• What you have to do
Could you copy the records below exactly, leaving out any pictures they include?

Data supplied START

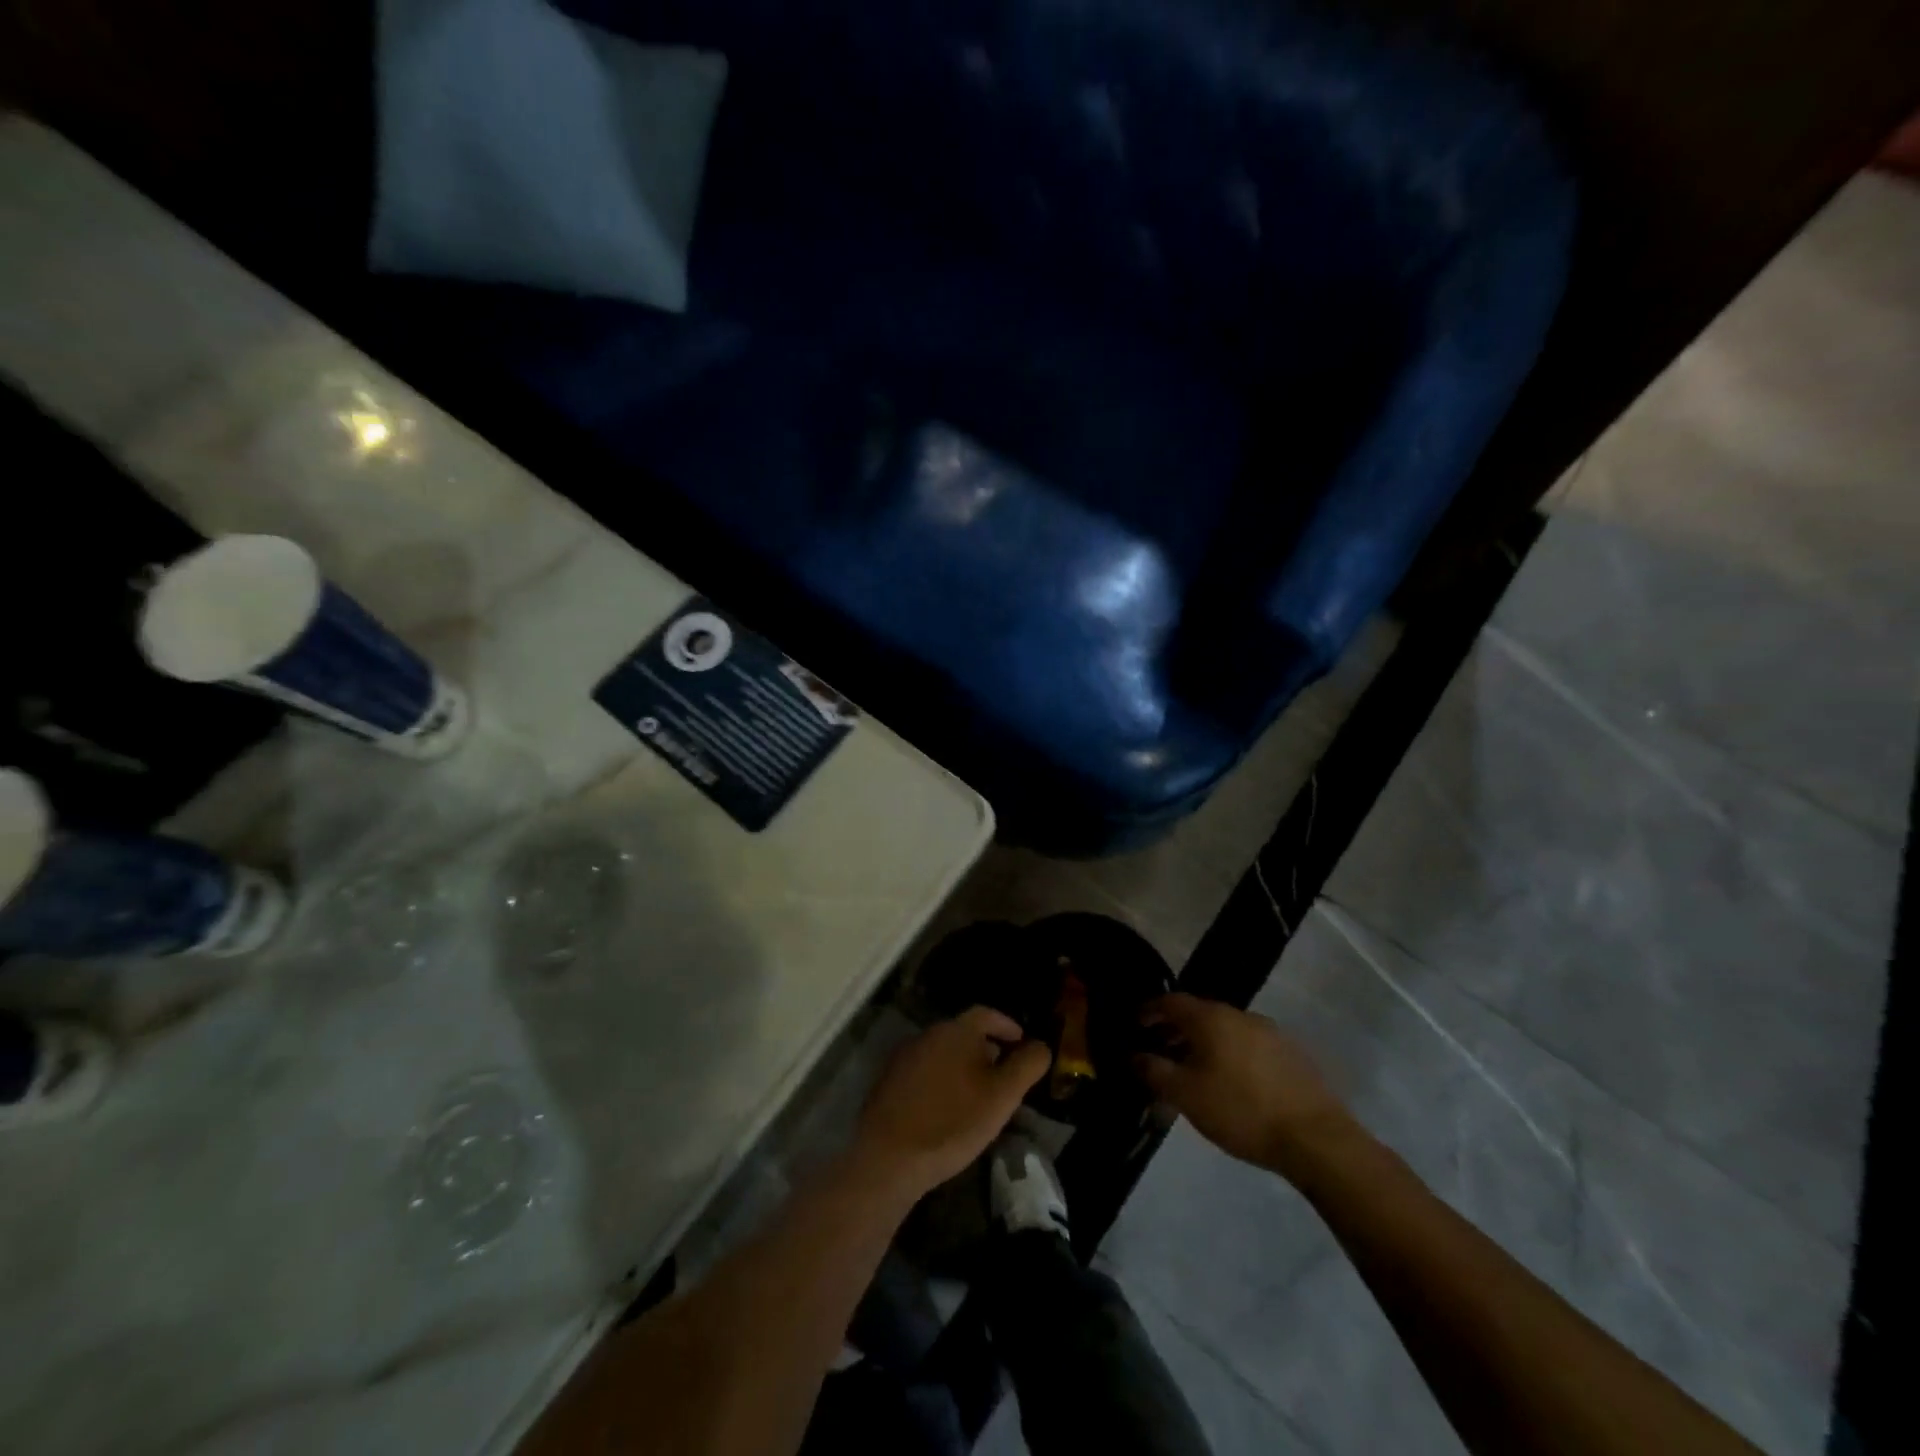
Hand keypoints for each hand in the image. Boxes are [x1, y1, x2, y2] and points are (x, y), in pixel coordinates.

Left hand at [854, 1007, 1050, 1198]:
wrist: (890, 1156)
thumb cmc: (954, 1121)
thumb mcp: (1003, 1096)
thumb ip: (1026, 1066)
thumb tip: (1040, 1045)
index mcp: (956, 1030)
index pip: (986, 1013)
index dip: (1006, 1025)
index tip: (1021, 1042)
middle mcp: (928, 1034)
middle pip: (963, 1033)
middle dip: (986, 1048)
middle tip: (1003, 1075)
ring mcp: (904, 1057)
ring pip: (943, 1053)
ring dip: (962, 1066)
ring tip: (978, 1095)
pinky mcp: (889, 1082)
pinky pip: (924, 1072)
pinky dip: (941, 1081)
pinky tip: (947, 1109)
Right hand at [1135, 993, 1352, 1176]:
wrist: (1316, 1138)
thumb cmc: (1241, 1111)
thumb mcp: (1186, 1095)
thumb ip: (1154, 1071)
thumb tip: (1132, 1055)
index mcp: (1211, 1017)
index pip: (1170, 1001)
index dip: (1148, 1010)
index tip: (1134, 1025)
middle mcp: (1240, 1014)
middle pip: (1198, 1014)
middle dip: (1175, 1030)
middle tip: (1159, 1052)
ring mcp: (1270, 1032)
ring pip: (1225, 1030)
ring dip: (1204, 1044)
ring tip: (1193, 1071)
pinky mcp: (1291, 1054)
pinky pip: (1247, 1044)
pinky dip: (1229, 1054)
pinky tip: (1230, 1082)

Data supplied END

• Output for this exercise
Hand keypoints for each hand in the image. Boxes are [x1, y1, x2, y2] and points are (x, y), in pixel coordinates.

Left hand at [854, 1007, 1050, 1198]:
wrist: (890, 1156)
thumb cmc: (954, 1121)
thumb mcp: (1003, 1096)
thumb ip: (1026, 1066)
thumb tip: (1040, 1045)
index mcp: (956, 1030)
index pip: (986, 1013)
index dip: (1006, 1025)
index tip: (1021, 1042)
middle mcp: (928, 1034)
middle pip: (963, 1033)
middle dip: (986, 1048)
middle tip: (1003, 1075)
ring mcp: (904, 1057)
ring pip: (943, 1053)
ring dip: (962, 1066)
ring tip: (978, 1095)
pinky mcp: (889, 1082)
pinky pip: (924, 1072)
pinky dip: (941, 1081)
pinky tip: (947, 1109)
Right hand at [1135, 993, 1352, 1176]:
wrist: (1316, 1138)
thumb cmc: (1241, 1111)
thumb mcp: (1186, 1095)
thumb ip: (1154, 1071)
thumb tip: (1132, 1055)
index mcp: (1211, 1017)
index pip: (1170, 1001)
index dip: (1148, 1010)
index tip: (1134, 1025)
middle mcp: (1240, 1014)
middle pip: (1198, 1014)
middle dip: (1175, 1030)
middle tip: (1159, 1052)
ring mcp: (1270, 1032)
ring pip: (1225, 1030)
ring dip: (1204, 1044)
ring tip: (1193, 1071)
pinky mcp: (1291, 1054)
pinky pip: (1247, 1044)
pinky dip: (1229, 1054)
pinky tip: (1230, 1082)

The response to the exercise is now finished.